Reportons-nous au couple précédent, soit Sabah Abouessalam-Morin et celui dont elle est la troisième et non moins informée épouse, Edgar Morin[1] : tout au long de ce précédent Cahier, nous y lisions l’amour des mots, et, parfois, des mots doux, l’amour des mots qui, de contribution en contribution, recomposait, scandé en des triades justifiées par le maître même, ce mouvement de la pensée censée reproduire le mouvement même des différents secteurs d’une Connaissance qu’il s’agissait précisément, et tant faire se pouvait, d’unifier par le haut. Pensée unifiée qui ne se désunit que pour mieux se re-combiner, mais, ainsi, à un stade supérieur qui, si l’on en croyait les phrases admiratives si ce n’est énamourées qui peuplent certains articles (suivez plus haut) serait tout simplement celui de l’amour. Ainsi, la complexité si chère à Morin se résoudrait non pas dans une complexité supérieure qui, elle-même, donnerait naissance à son contraire ou, du moins, à son vis-à-vis, nous ré-entraînant alors dans un nouveau cycle dialectique, mais dans le simple, lequel a pour corollaire social : la simplicité. Parvenus à cet échelon, Edgar Morin et son épouse pouvait penser et signifier à leur futur éditeur : non, ‘‘l’Homme n’est jamais débile devant la femme’’.

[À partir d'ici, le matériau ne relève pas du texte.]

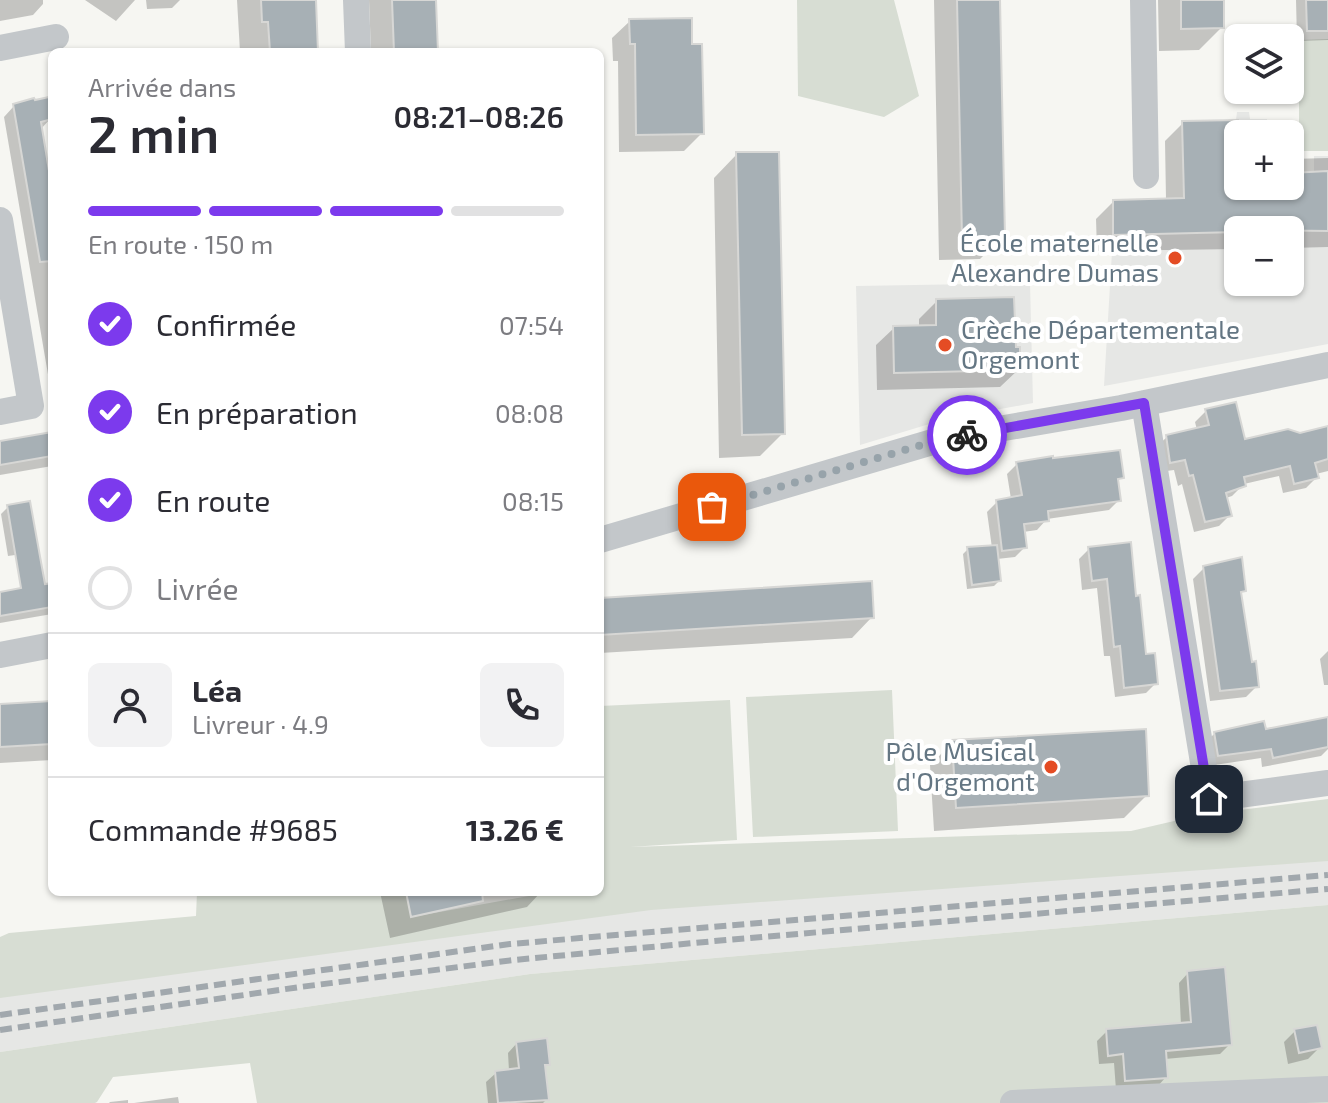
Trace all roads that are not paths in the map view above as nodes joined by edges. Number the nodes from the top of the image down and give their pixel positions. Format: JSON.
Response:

On quitte l’amour et c’est dans un monde rapport de forces que vous entrez en pénétrant dans le recueil de textes d’une aficionada critique comme le professeur émérite à l’Université de Paderborn, Ingrid Galster, et dans ceux, rarement soyeux, souvent féroces ou obséquieux, laudatifs dans leur âpreté même réunis par L’Herne et qui, tout deux, nous donne aussi un bon aperçu, d’une part de l’état d’esprit dominant de la gente féminine tendancieusement politique (largement minoritaire en nombre et idéologiquement parlant, face à la majorité consentant à l’ordre établi, sans que cette dernière expression puisse être ici connoté négativement), d’autre part de la doctrine féministe telle qu’elle ressort de la pensée de l’auteur d’un Deuxième sexe qui ne s’intitule ainsi, pourrait-on finir par déduire, que parce qu’il contenait en germe l’idée que l’égalité non pas seulement substantielle mais fonctionnelle entre hommes et femmes commande, tout bien(s) pesé (et pesé à l’aune de l’existentialisme sartrien) l’in-distinction voire l’indifférence des genres. Et qu’il y avait donc bien un ‘‘troisième sexe’’.

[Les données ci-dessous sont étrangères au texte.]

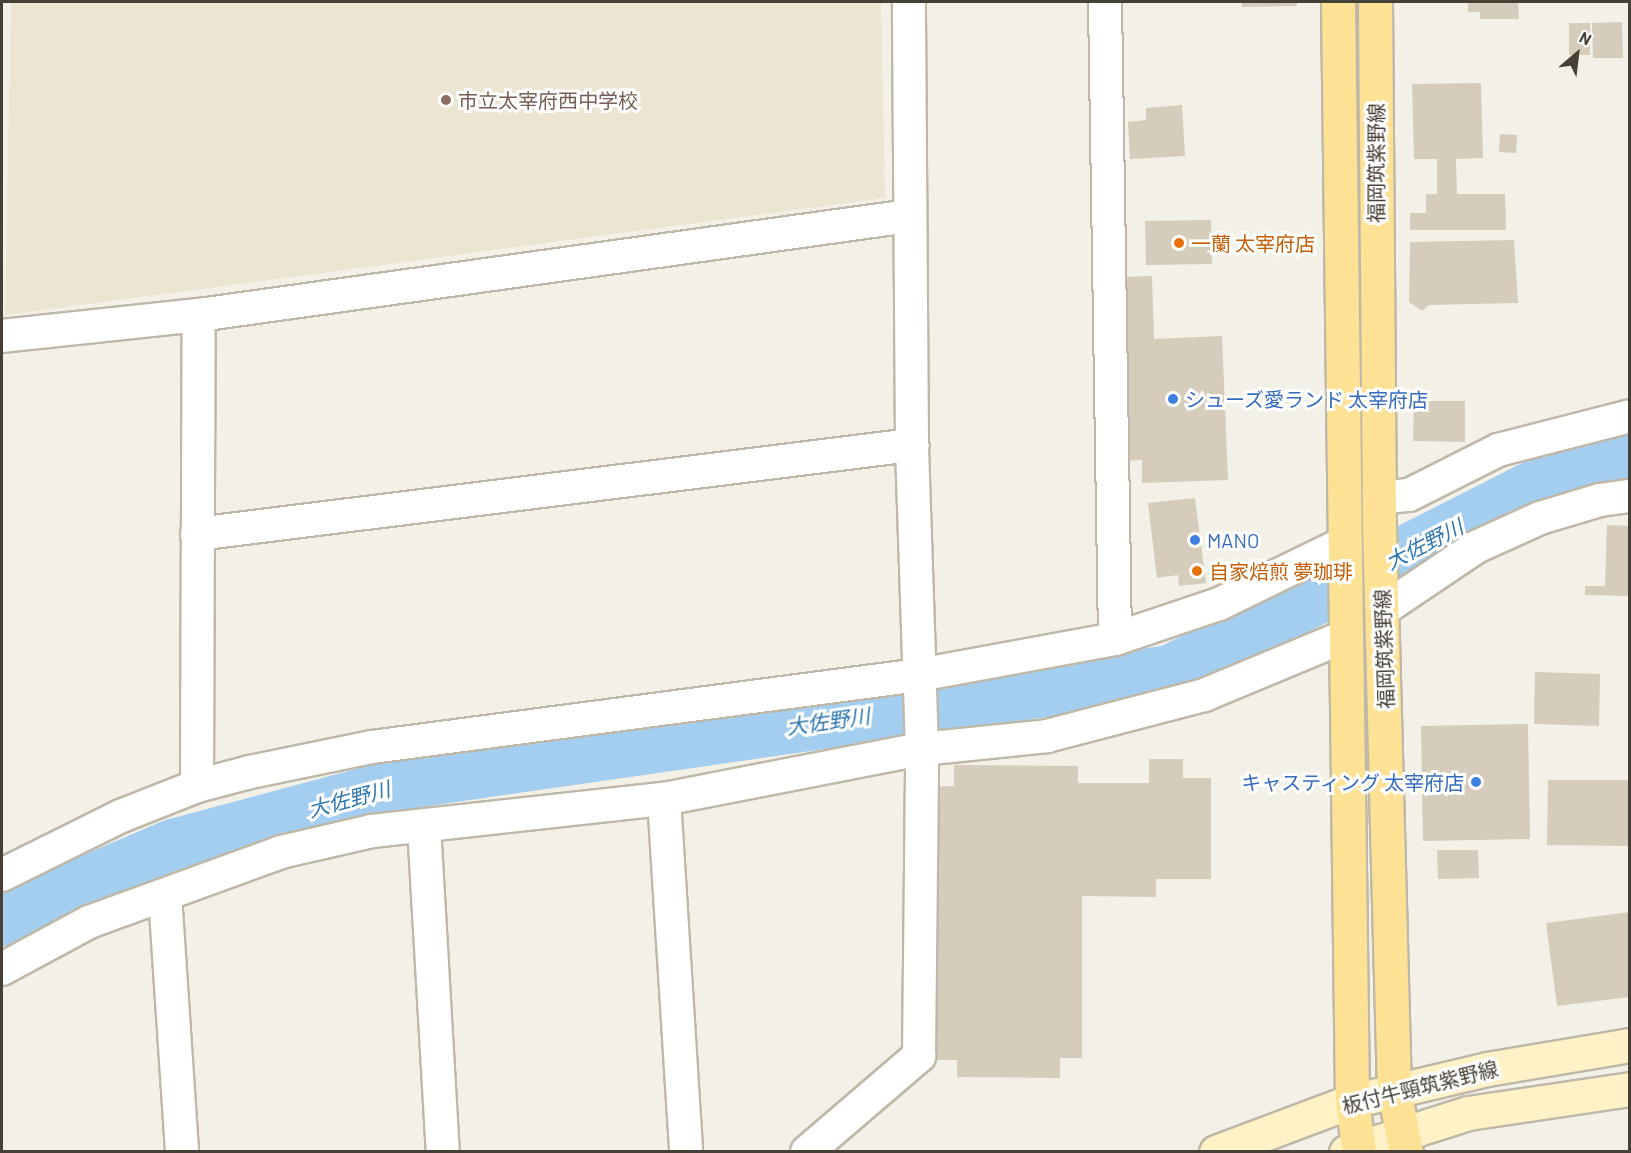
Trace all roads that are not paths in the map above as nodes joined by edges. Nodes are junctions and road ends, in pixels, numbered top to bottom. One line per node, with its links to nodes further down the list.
1 (909, 2): 5 (street)
2 (1105, 2): 16 (street)
3 (1338, 2): 13 (main road, 福岡筑紫野線)
4 (1375, 2): 11 (main road, 福岡筑紫野線)
5 (909, 216): 6 (street); 9 (street)
6 (199, 315): 7 (street); 12 (street)
7 (2, 336)
8 (1629, 416): 11 (street)
9 (912, 445): 12 (street); 17 (street)
10 (1629, 496): 14 (street)
11 (1379, 512): 14 (main road, 福岡筑紫野線)
12 (197, 534): 19 (street)
13 (1344, 543): 15 (main road, 福岡筑紫野線); 16 (street)
14 (1384, 609): 27 (main road, 福岡筑紫野線)
15 (1346, 636): 18 (street); 28 (main road, 福岡筑紫野線)
16 (1115, 639): 17 (street)
17 (919, 675): 18 (street); 19 (street)
18 (922, 750): 20 (street); 34 (street)
19 (196, 786): 22 (street)
20 (664, 799): 21 (street); 33 (street)
21 (424, 826): 23 (street); 32 (street)
22 (2, 875)
23 (165, 895): 24 (street); 31 (street)
24 (2, 969)
25 (1629, 1045): 27 (main road, 板付牛頸筑紫野線)
26 (1629, 1089): 29 (main road, 板付牛頸筑紫野線)
27 (1394, 1091): 28 (main road, 板付牛頸筑紫野線); 29 (main road, 福岡筑紫野線)
28 (1352, 1101): 30 (main road, 福岡筑紫野線); 35 (main road, 板付牛頸筑紫野線)
29 (1405, 1142): 30 (main road, 板付牛頸筑紫野線)
30 (1355, 1150)
31 (182, 1152)
32 (443, 1152)
33 (686, 1152)
34 (807, 1152)
35 (1216, 1152)

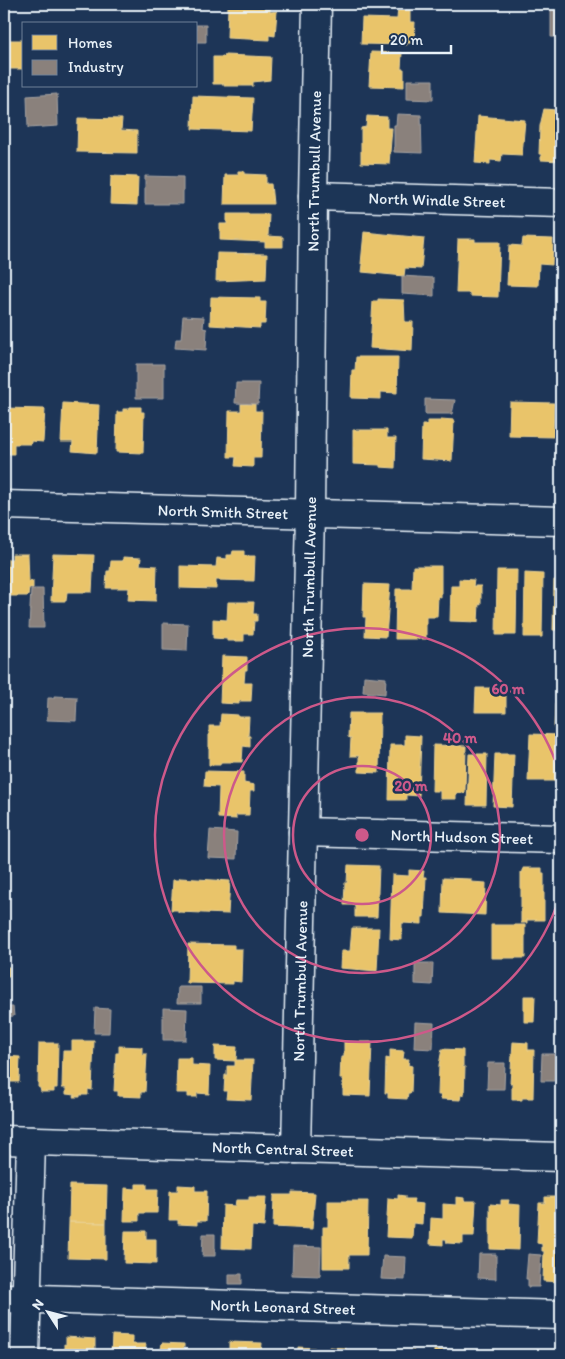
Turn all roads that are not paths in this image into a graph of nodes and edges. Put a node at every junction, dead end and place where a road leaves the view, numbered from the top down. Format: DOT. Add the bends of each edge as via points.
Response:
graph roads {
  1 [pos="317,4"];
  2 [pos="312,196"];
  3 [pos="561,203"];
  4 [pos="4,505"];
  5 [pos="310,513"];
  6 [pos="561,521"];
  7 [pos="303,832"];
  8 [pos="561,839"];
  9 [pos="4,1140"];
  10 [pos="31,1141"];
  11 [pos="296,1149"];
  12 [pos="561,1157"];
  13 [pos="15,1298"];
  14 [pos="561,1315"];
  15 [pos="24,1355"];
  1 -- 2 [label="street, North Trumbull Avenue"];
  2 -- 3 [label="street, North Windle Street"];
  2 -- 5 [label="street, North Trumbull Avenue"];
  4 -- 5 [label="street, North Smith Street"];
  5 -- 6 [label="street, North Smith Street"];
  5 -- 7 [label="street, North Trumbull Avenue"];
  7 -- 8 [label="street, North Hudson Street"];
  7 -- 11 [label="street, North Trumbull Avenue"];
  9 -- 10 [label="street, North Central Street"];
  10 -- 11 [label="street, North Central Street"];
  10 -- 13 [label="street"];
  11 -- 12 [label="street, North Central Street"];
  13 -- 14 [label="street, North Leonard Street"];
  13 -- 15 [label="street"];
}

Cependant, à notre jugement dernier, voilà que la Beauvoir se voit sauvée. C’est ce qui ressort des pièces du procès, particulièrement des études d’Ingrid Galster : Simone de Beauvoir, malgré sa tête de caboche et tout ce que ses écrits se sont plus à laisser penser, est toujours demeurée ce que son essence lui assignait d’être : une femme, qui aimait bien, à l’occasion, capter dans ses filets une mignonette de ses élèves, une femme qui pouvait s’abaisser (croyait-elle) à tomber (et plus ou moins sur ses deux pieds) amoureuse (voir son aventure avec Nelson Algren) and son on, bref une femme dont les méfaits et gestes ne parviendront pas à démentir radicalement en acte ce que son verbe promouvait.

Et, nous, nous voici rassuré, et assuré de l’essentielle complémentarité des deux sexes dont, dans son duo avec Jean-Paul Sartre, les deux maîtres nous ont donné à leurs corps parfois mal défendus (si ce n’est, en tous cas, dans ces deux livres totaux) un fameux exemple.